*What needs to be done*.
Go through the listing and write out all of it exactly.

*Data for processing*.
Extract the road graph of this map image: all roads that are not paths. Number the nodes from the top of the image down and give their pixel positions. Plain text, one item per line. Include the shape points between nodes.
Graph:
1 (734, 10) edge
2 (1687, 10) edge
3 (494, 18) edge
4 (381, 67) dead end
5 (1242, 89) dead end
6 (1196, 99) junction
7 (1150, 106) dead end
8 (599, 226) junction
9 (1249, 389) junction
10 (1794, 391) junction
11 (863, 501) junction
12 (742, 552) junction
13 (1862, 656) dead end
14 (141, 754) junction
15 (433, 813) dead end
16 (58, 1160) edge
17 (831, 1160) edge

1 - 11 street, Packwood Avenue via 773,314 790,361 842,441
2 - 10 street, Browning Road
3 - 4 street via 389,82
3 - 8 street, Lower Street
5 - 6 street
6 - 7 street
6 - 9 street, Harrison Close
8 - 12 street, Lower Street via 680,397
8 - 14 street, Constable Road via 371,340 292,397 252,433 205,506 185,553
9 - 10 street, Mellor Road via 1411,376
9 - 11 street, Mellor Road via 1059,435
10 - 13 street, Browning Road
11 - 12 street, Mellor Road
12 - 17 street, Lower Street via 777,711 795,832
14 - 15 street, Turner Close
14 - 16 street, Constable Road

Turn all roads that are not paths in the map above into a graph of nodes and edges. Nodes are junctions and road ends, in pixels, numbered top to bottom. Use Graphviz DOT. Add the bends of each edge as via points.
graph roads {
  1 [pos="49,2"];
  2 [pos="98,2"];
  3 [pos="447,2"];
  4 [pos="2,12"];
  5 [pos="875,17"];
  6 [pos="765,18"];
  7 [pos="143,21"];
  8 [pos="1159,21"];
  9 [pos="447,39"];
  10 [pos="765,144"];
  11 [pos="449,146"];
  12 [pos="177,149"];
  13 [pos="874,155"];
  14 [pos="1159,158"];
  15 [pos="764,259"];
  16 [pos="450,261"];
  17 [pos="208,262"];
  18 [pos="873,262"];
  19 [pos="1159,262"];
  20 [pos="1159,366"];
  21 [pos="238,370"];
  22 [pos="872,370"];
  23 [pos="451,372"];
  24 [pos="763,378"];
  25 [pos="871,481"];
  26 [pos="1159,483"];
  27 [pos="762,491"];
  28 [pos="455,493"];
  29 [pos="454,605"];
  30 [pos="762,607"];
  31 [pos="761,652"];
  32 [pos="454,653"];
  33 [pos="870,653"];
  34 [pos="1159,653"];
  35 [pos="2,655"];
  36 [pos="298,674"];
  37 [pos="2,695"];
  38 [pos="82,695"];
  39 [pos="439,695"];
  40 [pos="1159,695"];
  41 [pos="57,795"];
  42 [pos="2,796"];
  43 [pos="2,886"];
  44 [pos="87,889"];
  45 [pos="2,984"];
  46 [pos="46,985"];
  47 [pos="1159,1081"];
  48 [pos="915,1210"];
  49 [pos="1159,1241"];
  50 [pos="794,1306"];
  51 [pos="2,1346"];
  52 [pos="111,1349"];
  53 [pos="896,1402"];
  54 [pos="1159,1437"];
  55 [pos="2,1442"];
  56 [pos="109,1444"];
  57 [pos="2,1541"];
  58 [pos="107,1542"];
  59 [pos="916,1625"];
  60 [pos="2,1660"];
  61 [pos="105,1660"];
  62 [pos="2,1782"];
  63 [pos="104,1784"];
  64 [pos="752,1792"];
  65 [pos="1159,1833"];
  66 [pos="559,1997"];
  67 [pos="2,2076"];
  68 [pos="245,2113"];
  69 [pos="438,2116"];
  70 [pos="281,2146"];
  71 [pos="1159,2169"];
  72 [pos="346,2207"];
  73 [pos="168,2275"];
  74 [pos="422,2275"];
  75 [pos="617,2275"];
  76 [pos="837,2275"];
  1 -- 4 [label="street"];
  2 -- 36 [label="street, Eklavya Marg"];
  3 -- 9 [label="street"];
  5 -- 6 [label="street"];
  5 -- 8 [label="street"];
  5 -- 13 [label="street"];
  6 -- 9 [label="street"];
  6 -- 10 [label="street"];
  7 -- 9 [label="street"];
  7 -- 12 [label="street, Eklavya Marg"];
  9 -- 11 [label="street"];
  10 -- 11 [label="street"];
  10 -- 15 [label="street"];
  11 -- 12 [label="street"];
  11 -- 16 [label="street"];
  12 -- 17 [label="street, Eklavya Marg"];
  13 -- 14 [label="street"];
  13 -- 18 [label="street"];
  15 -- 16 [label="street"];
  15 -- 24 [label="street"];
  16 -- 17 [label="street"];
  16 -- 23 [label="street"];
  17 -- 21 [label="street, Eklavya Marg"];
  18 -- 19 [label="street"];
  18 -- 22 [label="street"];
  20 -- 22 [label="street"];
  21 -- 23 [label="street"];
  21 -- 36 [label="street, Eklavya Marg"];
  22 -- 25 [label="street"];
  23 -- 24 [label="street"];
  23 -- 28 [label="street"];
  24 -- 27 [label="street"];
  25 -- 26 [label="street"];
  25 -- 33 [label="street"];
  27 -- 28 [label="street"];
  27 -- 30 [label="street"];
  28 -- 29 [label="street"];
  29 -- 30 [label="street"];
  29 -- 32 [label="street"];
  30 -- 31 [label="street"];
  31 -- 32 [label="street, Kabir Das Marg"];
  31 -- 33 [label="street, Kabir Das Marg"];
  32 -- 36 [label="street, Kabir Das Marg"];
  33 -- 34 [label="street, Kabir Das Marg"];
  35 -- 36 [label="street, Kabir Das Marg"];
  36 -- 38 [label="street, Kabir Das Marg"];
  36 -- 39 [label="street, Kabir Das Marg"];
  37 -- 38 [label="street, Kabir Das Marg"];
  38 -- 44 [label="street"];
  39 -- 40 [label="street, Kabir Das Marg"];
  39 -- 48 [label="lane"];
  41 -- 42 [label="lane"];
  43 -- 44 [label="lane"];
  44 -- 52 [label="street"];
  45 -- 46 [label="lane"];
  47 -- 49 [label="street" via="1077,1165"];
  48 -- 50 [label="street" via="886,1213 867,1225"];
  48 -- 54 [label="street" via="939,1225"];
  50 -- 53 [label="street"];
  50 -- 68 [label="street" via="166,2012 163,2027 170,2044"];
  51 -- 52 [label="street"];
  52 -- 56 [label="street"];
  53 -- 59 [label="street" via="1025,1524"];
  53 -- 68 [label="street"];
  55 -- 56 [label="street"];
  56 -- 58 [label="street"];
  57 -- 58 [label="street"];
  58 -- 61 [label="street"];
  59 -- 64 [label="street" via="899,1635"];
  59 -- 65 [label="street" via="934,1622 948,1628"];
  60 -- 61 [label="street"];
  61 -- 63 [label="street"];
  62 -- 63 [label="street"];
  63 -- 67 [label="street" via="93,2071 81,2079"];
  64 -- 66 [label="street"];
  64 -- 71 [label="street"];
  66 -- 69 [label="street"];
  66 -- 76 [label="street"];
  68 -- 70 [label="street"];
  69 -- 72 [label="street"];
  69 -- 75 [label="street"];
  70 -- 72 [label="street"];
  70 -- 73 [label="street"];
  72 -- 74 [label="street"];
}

*Result for this exercise*.
Extract the road graph of this map image: all roads that are not paths. Number the nodes from the top of the image down and give their pixel positions. Plain text, one item per line. Include the shape points between nodes.
Graph:
1 (734, 10) edge
2 (1687, 10) edge
3 (494, 18) edge
4 (381, 67) dead end
5 (1242, 89) dead end
6 (1196, 99) junction
7 (1150, 106) dead end
8 (599, 226) junction
9 (1249, 389) junction
10 (1794, 391) junction
11 (863, 501) junction
12 (742, 552) junction
13 (1862, 656) dead end
14 (141, 754) junction
15 (433, 813) dead end
16 (58, 1160) edge
17 (831, 1160) edge

1 - 11 street, Packwood Avenue via 773,314 790,361 842,441
2 - 10 street, Browning Road
3 - 4 street via 389,82
3 - 8 street, Lower Street
5 - 6 street
6 - 7 street
6 - 9 street, Harrison Close
8 - 12 street, Lower Street via 680,397
8 - 14 street, Constable Road via 371,340 292,397 252,433 205,506 185,553
9 - 10 street, Mellor Road via 1411,376
9 - 11 street, Mellor Road via 1059,435
10 - 13 street, Browning Road
11 - 12 street, Mellor Road
12 - 17 street, Lower Street via 777,711 795,832
14 - 15 street, Turner Close
14 - 16 street, Constable Road

Turn all roads that are not paths in the map above into a graph of nodes and edges. Nodes are junctions and road ends, in pixels, numbered top to bottom. Use Graphviz DOT. Add the bends of each edge as via points.
graph roads {
  1 [pos="49,2"];
  2 [pos="98,2"];
  3 [pos="447,2"];
  4 [pos="2,12"];
  5 [pos="875,17"];
  6 [pos="765,18"];
  7 [pos="143,21"];
  8 [pos="1159,21"];
  9 [pos="447,39"];
  10 [pos="765,144"];
  11 [pos="449,146"];
  12 [pos="177,149"];
  13 [pos="874,155"];
  14 [pos="1159,158"];
  15 [pos="764,259"];
  16 [pos="450,261"];
  17 [pos="208,262"];
  18 [pos="873,262"];
  19 [pos="1159,262"];
  20 [pos="1159,366"];
  21 [pos="238,370"];
  22 [pos="872,370"];
  23 [pos="451,372"];
  24 [pos="763,378"];
  25 [pos="871,481"];
  26 [pos="1159,483"];
  27 [pos="762,491"];
  28 [pos="455,493"];
  29 [pos="454,605"];
  30 [pos="762,607"];
  31 [pos="761,652"];
  32 [pos="454,653"];
  33 [pos="870,653"];
  34 [pos="1159,653"];
  35 [pos="2,655"];
  36 [pos="298,674"];
  37 [pos="2,695"];
  38 [pos="82,695"];
  39 [pos="439,695"];
  40 [pos="1159,695"];
  41 [pos="57,795"];
  42 [pos="2,796"];
  43 [pos="2,886"];
  44 [pos="87,889"];
  45 [pos="2,984"];
  46 [pos="46,985"];
  47 [pos="1159,1081"];
  48 [pos="915,1210"];
  49 [pos="1159,1241"];
  50 [pos="794,1306"];
  51 [pos="2,1346"];
  52 [pos="111,1349"];
  53 [pos="896,1402"];
  54 [pos="1159,1437"];
  55 [pos="2,1442"];
  56 [pos="109,1444"];
  57 [pos="2,1541"];
  58 [pos="107,1542"];
  59 [pos="916,1625"];
  60 [pos="2,1660"];
  61 [pos="105,1660"];
  62 [pos="2,1782"];
  63 [pos="104,1784"];
  64 [pos="752,1792"];
  65 [pos="1159,1833"];
  66 [pos="559,1997"];
  67 [pos="2,2076"];
  68 [pos="245,2113"];
  69 [pos="438,2116"];
  70 [pos="281,2146"];
  71 [pos="1159,2169"];
  72 [pos="346,2207"];
  73 [pos="168,2275"];
  74 [pos="422,2275"];
  75 [pos="617,2275"];
  76 [pos="837,2275"];
  1 -- 4 [label="street"];
  2 -- 36 [label="street, Eklavya Marg"];
  3 -- 9 [label="street"];
  5 -- 6 [label="street"];
  5 -- 8 [label="street"];
  5 -- 13 [label="street"];
  6 -- 9 [label="street"];
  6 -- 10 [label="street"];
  7 -- 9 [label="street"];
  7 -- 12 [label="street, Eklavya Marg"];
  9 -- 11 [label="street"];
  10 -- 11 [label="street"];
  10 -- 15 [label="street"];
  11 -- 12 [label="street"];
  11 -- 16 [label="street"];
  12 -- 17 [label="street, Eklavya Marg"];
  13 -- 14 [label="street"];
  13 -- 18 [label="street"];
  15 -- 16 [label="street"];
  15 -- 24 [label="street"];
  16 -- 17 [label="street"];
  16 -- 23 [label="street"];
  17 -- 21 [label="street, Eklavya Marg"];
  18 -- 19 [label="street"];
  18 -- 22 [label="street"];
  20 -- 22 [label="street"];
  21 -- 23 [label="street"];
  21 -- 36 [label="street, Eklavya Marg"];
  22 -- 25 [label="street"];
  23 -- 24 [label="street"];
  23 -- 28 [label="street"];
  24 -- 27 [label="street"];
  25 -- 26 [label="street"];
  25 -- 33 [label="street"];
  27 -- 28 [label="street"];
  27 -- 30 [label="street"];
  28 -- 29 [label="street"];
  29 -- 30 [label="street"];
  29 -- 32 [label="street"];
  30 -- 31 [label="street"];
  31 -- 32 [label="street, Kabir Das Marg"];
  31 -- 33 [label="street, Kabir Das Marg"];
  32 -- 36 [label="street, Kabir Das Marg"];
  33 -- 34 [label="street, Kabir Das Marg"];
  35 -- 36 [label="street, Kabir Das Marg"];
  36 -- 38 [label="street, Kabir Das Marg"];
  36 -- 39 [label="street, Kabir Das Marg"];
  37 -- 38 [label="street, Kabir Das Marg"];
  38 -- 44 [label="street"];
  39 -- 40 [label="street, Kabir Das Marg"];
  39 -- 48 [label="lane"];
  41 -- 42 [label="lane"];
  43 -- 44 [label="lane"];
  44 -- 52 [label="street"];
  45 -- 46 [label="lane"];
  47 -- 49 [label="street" via="1077,1165"];
  48 -- 50 [label="street" via="886,1213 867,1225"];
  48 -- 54 [label="street" via="939,1225"];
  50 -- 53 [label="street"];
  50 -- 68 [label="street" via="166,2012 163,2027 170,2044"];
  51 -- 52 [label="street"];
  52 -- 56 [label="street"];
  53 -- 59 [label="street" via="1025,1524"];
  53 -- 68 [label="street"];
  55 -- 56 [label="street"];
  56 -- 58 [label="street"];
  57 -- 58 [label="street"];
  58 -- 61 [label="street"];
  59 -- 64 [label="street" via="899,1635"];
  59 -- 65 [label="street" via="934,1622 948,1628"];
  60 -- 61 [label="street"];
  61 -- 63 [label="street"];
  62 -- 63 [label="street"];
  63 -- 67 [label="street" via="93,2071 81,2079"];
  64 -- 66 [label="street"];
  64 -- 71 [label="street"];
  66 -- 69 [label="street"];
  66 -- 76 [label="street"];
  68 -- 70 [label="street"];
  69 -- 72 [label="street"];
  69 -- 75 [label="street"];
  70 -- 72 [label="street"];
  70 -- 73 [label="street"];
  72 -- 74 [label="street"];
}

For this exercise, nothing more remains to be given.